▶ Task objective:
Start with the first line of the data and end with the line that holds "index tip: (1076, 733)"; write out each one exactly.

▶ Records for this task:
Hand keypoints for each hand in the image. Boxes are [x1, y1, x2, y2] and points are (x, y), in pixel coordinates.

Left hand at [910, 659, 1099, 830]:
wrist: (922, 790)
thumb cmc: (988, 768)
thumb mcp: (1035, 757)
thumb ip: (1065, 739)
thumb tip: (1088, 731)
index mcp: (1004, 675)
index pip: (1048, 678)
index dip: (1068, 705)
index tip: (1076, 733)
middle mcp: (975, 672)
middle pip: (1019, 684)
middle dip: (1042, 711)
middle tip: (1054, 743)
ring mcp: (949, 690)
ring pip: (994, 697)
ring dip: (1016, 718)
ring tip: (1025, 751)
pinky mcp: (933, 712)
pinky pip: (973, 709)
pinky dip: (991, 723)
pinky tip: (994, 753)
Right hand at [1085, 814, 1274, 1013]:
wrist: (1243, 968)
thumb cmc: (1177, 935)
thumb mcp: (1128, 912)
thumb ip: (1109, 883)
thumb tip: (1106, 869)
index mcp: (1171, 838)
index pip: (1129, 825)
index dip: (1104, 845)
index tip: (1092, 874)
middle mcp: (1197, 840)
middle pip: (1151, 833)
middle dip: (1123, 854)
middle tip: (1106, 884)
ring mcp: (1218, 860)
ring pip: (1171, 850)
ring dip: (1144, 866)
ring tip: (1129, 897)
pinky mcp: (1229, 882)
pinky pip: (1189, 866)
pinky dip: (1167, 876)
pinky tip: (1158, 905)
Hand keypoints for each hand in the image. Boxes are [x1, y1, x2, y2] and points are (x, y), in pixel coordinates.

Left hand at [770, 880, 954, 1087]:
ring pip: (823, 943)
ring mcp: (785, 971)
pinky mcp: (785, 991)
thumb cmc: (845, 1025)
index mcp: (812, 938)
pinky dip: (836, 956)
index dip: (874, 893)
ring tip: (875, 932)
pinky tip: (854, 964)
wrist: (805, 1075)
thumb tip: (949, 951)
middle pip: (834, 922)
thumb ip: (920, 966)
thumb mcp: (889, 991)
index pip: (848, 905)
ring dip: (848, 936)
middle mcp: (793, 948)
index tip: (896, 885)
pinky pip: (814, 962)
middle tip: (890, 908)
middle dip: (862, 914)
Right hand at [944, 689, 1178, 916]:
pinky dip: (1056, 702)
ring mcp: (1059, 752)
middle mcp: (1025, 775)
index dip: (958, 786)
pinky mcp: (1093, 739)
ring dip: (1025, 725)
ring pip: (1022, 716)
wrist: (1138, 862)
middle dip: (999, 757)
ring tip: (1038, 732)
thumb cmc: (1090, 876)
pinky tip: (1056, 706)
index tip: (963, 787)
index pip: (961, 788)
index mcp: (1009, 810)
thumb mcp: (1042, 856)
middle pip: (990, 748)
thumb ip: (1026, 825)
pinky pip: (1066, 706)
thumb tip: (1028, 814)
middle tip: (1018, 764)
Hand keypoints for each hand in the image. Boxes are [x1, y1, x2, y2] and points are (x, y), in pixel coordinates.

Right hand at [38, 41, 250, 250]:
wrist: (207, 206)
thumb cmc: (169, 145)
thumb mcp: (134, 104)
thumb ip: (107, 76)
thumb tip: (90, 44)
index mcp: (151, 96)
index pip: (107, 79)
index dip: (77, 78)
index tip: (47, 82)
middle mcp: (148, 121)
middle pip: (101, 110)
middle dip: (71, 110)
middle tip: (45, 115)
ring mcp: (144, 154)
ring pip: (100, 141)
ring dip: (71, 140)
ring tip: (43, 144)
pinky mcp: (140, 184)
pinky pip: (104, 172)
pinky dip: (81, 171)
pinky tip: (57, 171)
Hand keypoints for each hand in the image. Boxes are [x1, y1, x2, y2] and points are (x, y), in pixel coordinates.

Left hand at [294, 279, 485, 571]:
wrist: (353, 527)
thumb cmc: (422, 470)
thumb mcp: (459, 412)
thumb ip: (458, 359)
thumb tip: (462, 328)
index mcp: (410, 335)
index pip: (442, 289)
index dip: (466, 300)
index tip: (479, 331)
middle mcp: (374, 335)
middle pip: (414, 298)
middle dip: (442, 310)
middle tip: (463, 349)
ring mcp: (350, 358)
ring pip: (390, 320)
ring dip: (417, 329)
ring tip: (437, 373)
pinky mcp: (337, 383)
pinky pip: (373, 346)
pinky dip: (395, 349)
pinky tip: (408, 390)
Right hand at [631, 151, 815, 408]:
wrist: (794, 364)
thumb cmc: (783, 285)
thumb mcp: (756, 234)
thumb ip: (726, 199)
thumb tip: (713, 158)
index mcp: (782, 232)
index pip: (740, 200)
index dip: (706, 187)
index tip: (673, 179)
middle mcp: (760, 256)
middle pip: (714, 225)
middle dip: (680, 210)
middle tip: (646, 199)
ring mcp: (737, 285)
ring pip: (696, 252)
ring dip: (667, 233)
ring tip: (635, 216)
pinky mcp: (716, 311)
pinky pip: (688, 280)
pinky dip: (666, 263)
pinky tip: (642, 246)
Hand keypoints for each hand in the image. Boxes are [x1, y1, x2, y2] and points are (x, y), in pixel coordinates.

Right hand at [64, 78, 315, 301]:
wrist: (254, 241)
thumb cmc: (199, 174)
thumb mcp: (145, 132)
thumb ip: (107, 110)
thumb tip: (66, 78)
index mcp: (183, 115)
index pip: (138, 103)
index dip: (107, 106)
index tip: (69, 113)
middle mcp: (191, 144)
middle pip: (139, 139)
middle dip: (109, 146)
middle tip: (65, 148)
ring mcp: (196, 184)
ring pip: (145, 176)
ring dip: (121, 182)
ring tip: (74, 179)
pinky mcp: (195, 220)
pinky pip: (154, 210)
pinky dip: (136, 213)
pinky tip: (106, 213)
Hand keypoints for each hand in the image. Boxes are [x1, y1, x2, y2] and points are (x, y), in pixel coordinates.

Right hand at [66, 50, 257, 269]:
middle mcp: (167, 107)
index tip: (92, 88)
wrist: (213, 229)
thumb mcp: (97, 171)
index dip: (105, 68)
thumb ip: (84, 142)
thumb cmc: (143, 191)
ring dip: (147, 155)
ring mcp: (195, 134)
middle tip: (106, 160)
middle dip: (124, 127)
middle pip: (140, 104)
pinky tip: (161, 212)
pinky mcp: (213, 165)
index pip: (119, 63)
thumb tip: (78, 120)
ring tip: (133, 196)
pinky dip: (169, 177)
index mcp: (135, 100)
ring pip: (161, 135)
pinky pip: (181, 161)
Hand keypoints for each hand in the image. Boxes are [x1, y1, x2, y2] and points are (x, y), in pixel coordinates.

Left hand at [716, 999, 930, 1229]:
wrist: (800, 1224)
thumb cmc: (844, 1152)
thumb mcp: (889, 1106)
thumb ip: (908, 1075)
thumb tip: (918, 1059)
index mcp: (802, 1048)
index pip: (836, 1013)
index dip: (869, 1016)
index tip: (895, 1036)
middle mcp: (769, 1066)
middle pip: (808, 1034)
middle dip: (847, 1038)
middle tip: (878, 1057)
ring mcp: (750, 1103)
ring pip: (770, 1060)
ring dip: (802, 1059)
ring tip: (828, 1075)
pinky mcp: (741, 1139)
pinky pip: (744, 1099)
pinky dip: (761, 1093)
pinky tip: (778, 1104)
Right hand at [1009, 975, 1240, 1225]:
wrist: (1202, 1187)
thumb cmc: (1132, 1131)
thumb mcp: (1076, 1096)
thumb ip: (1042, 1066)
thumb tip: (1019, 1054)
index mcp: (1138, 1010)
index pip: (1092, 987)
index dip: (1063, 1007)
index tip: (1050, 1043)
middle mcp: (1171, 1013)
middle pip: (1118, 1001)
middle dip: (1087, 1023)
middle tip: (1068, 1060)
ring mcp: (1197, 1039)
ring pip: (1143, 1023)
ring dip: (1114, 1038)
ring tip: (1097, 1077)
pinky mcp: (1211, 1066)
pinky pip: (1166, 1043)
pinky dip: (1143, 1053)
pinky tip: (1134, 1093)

▶ Answer for this exercise:
Hand keypoints for each hand in the image. Boxes are [x1, y1, x2, y2] and points are (x, y), in pixel coordinates.

Left hand at [910, 659, 1099, 830]:
wrist: (922, 790)
thumb cmc: (988, 768)
thumb mcp: (1035, 757)
thumb ip: (1065, 739)
thumb tip: (1088, 731)
index mcp: (1004, 675)
index pip: (1048, 678)
index dip: (1068, 705)
index tip: (1076, 733)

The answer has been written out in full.